- **The task**:
Below are some records. Pull every line that contains the word "lines".

- **Listed entries**:
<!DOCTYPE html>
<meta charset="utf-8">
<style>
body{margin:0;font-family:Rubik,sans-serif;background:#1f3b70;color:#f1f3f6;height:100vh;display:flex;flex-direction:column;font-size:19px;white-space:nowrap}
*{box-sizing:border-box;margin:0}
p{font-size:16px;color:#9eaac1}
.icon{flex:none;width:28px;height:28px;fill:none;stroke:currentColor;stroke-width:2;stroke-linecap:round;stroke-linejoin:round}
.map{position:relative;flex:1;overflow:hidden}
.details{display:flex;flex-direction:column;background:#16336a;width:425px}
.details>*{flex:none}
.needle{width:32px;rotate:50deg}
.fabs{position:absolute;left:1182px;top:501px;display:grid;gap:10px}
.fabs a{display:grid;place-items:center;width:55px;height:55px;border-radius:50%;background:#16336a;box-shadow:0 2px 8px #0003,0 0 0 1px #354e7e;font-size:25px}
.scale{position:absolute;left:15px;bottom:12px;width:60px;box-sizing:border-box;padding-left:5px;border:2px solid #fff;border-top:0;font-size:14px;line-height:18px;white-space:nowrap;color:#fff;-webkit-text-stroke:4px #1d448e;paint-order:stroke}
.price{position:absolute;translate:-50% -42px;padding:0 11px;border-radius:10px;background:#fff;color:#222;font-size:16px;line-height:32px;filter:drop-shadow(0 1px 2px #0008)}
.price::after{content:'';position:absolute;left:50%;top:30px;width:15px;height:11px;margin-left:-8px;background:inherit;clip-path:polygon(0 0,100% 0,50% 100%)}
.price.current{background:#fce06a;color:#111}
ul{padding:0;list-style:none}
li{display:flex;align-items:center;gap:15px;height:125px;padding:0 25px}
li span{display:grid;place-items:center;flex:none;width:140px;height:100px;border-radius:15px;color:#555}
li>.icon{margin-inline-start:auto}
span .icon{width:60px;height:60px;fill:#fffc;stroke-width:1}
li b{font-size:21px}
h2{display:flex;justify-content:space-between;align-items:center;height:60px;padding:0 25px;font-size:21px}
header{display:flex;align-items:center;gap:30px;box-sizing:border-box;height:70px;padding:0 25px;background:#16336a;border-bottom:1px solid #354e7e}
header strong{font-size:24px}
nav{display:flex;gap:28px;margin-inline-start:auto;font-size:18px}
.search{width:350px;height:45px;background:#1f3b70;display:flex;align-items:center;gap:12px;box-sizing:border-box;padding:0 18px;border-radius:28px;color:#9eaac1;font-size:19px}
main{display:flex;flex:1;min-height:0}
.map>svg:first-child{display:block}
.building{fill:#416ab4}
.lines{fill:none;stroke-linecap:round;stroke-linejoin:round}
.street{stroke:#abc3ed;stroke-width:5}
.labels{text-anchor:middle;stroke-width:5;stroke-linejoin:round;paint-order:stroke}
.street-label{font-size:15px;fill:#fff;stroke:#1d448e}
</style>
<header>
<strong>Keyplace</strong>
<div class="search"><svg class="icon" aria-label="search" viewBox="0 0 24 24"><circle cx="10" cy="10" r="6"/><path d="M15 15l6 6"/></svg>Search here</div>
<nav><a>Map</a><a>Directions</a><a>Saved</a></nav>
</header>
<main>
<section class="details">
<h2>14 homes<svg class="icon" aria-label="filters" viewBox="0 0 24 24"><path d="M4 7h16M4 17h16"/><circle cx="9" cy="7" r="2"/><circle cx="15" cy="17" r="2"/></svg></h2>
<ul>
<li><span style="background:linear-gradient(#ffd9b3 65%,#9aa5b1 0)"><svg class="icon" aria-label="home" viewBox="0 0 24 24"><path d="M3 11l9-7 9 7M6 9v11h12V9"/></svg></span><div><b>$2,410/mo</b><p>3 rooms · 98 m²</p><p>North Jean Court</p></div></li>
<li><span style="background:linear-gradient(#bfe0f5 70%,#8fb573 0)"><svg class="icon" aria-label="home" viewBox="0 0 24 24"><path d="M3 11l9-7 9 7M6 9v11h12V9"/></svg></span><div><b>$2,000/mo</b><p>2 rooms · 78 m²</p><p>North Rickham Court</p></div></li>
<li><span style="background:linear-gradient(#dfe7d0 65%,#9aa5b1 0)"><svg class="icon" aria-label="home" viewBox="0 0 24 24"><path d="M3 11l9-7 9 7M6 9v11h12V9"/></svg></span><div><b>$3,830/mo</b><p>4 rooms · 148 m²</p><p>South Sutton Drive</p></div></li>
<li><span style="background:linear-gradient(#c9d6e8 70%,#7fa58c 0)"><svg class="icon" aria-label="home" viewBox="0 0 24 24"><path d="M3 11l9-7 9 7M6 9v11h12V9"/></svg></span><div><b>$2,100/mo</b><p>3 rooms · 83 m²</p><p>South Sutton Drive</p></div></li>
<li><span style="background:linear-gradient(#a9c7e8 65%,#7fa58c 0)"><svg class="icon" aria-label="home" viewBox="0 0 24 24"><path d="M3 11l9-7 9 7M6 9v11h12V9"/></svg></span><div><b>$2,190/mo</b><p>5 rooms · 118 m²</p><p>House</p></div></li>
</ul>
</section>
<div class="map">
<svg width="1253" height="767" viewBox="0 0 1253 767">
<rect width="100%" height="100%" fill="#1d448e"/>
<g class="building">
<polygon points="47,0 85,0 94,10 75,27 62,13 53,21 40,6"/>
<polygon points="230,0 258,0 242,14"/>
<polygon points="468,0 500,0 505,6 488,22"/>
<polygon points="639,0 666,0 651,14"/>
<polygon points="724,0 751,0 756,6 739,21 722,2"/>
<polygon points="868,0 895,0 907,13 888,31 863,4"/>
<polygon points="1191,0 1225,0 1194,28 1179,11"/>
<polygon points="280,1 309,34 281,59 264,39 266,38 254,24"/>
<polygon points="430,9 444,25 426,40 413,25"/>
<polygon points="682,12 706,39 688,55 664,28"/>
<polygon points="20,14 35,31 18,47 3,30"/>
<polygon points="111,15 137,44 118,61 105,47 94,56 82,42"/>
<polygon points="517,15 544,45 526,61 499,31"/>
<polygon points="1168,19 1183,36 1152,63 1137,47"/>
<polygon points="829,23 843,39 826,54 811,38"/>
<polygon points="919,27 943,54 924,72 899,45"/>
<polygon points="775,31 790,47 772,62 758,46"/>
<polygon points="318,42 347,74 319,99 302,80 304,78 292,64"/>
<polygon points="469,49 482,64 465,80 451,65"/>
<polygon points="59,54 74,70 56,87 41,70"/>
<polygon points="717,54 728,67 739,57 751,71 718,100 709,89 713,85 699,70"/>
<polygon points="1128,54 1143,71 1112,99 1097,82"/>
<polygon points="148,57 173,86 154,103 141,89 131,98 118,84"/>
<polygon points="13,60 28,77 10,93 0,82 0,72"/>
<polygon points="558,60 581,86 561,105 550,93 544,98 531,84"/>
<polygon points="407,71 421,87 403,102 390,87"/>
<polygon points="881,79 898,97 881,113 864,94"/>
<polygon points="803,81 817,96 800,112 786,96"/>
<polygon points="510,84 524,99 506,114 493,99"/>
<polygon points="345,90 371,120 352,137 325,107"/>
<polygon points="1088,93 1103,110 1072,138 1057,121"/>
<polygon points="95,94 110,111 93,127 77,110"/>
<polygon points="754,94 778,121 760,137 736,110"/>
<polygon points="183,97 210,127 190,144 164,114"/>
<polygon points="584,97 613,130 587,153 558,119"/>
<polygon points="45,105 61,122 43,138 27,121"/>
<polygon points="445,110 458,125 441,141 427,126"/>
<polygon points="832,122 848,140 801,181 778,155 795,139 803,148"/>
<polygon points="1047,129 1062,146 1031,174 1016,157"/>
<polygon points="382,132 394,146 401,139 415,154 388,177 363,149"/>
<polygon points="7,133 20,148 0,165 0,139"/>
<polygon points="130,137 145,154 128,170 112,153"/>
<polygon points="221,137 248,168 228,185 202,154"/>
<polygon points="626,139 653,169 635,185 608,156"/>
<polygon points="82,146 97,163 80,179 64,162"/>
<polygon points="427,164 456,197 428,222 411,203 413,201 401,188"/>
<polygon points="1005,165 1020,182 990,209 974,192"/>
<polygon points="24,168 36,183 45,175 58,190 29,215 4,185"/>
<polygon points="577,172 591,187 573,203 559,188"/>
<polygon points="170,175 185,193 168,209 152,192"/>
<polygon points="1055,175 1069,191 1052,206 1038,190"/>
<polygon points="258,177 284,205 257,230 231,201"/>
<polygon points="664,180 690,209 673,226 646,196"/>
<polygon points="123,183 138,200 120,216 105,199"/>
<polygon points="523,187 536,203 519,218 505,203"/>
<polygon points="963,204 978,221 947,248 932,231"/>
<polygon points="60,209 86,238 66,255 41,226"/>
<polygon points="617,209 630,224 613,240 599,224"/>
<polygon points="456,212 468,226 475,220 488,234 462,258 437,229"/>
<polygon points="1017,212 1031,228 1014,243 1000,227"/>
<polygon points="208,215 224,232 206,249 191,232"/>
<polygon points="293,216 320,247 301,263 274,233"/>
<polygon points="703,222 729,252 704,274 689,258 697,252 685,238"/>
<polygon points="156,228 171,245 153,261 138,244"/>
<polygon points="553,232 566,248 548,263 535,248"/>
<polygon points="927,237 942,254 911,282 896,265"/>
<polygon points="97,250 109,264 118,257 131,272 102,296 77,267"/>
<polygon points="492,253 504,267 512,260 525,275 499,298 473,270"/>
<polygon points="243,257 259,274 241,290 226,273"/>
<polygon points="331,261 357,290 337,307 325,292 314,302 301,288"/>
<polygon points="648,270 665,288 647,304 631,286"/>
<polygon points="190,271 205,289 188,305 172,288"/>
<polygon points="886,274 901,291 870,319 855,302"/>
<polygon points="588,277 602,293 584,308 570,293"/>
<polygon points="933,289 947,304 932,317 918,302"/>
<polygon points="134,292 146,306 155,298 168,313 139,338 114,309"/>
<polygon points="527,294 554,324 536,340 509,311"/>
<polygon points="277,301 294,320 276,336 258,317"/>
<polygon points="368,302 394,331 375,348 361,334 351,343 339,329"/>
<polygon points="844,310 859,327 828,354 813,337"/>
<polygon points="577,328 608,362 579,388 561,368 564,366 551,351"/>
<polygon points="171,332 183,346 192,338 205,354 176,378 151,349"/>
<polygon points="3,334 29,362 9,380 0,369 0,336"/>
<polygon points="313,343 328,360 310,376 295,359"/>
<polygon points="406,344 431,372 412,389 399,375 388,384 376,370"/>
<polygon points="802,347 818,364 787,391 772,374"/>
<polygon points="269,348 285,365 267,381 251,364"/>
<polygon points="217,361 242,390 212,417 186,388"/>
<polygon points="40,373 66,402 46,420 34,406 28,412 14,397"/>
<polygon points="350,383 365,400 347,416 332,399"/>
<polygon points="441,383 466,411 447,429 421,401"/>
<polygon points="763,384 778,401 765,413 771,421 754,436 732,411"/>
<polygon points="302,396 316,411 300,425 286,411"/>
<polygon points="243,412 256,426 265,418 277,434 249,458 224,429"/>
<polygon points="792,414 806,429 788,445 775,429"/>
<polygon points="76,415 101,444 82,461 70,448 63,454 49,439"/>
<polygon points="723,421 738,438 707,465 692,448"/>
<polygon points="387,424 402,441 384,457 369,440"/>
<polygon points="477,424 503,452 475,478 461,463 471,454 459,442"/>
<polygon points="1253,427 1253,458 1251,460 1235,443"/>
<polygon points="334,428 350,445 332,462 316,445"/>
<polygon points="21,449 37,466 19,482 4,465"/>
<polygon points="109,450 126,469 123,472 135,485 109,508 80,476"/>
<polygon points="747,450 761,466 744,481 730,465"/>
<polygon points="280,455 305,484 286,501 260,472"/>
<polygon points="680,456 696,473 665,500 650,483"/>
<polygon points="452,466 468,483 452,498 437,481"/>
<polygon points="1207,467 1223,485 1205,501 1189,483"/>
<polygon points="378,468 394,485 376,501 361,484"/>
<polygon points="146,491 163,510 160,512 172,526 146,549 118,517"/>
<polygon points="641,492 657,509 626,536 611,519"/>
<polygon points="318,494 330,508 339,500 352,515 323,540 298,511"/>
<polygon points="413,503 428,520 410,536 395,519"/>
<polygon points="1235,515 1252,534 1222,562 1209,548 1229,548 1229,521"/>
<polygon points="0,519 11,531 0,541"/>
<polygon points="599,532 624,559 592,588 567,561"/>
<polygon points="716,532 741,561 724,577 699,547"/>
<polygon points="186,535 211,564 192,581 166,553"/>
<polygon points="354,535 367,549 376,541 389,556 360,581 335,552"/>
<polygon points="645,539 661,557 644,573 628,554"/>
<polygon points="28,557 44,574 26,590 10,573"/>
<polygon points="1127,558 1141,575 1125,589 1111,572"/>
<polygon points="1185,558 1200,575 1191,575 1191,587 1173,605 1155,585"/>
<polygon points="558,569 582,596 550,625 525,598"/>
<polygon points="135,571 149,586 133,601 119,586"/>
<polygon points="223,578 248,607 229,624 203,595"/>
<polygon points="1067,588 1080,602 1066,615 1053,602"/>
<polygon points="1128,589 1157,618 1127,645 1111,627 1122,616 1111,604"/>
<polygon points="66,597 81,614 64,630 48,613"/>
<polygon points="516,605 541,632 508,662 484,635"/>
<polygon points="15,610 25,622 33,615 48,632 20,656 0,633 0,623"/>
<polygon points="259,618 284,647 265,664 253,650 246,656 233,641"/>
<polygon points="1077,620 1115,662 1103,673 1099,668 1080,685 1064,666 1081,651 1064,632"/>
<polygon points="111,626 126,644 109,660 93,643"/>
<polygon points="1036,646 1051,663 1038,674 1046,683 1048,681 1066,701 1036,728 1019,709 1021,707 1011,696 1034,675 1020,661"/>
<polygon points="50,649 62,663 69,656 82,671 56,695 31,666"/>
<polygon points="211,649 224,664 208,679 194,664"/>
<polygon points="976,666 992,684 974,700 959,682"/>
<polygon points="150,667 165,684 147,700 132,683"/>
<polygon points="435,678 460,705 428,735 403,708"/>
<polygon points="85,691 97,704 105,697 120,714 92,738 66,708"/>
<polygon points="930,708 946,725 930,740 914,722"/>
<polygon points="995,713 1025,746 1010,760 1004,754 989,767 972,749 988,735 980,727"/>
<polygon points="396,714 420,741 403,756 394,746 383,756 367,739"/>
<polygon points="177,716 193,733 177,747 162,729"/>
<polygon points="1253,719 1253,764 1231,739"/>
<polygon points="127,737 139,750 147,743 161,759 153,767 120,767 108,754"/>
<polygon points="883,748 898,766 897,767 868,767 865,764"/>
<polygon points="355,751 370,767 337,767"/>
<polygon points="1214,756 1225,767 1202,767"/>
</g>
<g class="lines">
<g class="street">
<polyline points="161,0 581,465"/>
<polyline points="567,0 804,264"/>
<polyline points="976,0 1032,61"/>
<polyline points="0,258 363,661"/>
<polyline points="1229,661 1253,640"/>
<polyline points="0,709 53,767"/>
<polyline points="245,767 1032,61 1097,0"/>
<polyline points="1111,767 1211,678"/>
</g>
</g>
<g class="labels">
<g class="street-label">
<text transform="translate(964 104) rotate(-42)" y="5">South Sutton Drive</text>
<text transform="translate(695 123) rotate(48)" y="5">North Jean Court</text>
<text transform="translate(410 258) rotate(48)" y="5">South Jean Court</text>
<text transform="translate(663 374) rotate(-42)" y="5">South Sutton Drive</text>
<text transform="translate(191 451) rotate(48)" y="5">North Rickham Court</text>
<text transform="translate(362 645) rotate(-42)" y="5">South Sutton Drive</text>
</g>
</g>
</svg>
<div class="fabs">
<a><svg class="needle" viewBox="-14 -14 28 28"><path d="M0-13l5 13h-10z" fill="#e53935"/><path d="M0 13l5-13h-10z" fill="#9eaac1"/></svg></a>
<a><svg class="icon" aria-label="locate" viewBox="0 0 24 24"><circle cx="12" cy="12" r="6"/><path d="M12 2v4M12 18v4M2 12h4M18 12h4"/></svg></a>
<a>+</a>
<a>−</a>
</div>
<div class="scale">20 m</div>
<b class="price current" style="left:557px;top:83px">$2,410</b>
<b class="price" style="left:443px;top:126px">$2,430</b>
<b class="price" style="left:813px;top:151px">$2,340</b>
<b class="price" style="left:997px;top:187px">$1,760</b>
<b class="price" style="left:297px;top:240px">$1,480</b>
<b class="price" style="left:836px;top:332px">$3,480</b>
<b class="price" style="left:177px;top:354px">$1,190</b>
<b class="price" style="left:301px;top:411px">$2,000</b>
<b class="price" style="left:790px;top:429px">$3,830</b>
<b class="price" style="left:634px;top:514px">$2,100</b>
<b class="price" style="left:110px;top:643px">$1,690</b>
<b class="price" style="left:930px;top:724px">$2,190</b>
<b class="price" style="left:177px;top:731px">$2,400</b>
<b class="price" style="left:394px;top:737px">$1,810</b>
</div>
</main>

- **Solution for this problem**:
.lines{fill:none;stroke-linecap:round;stroke-linejoin:round}
<g class="lines">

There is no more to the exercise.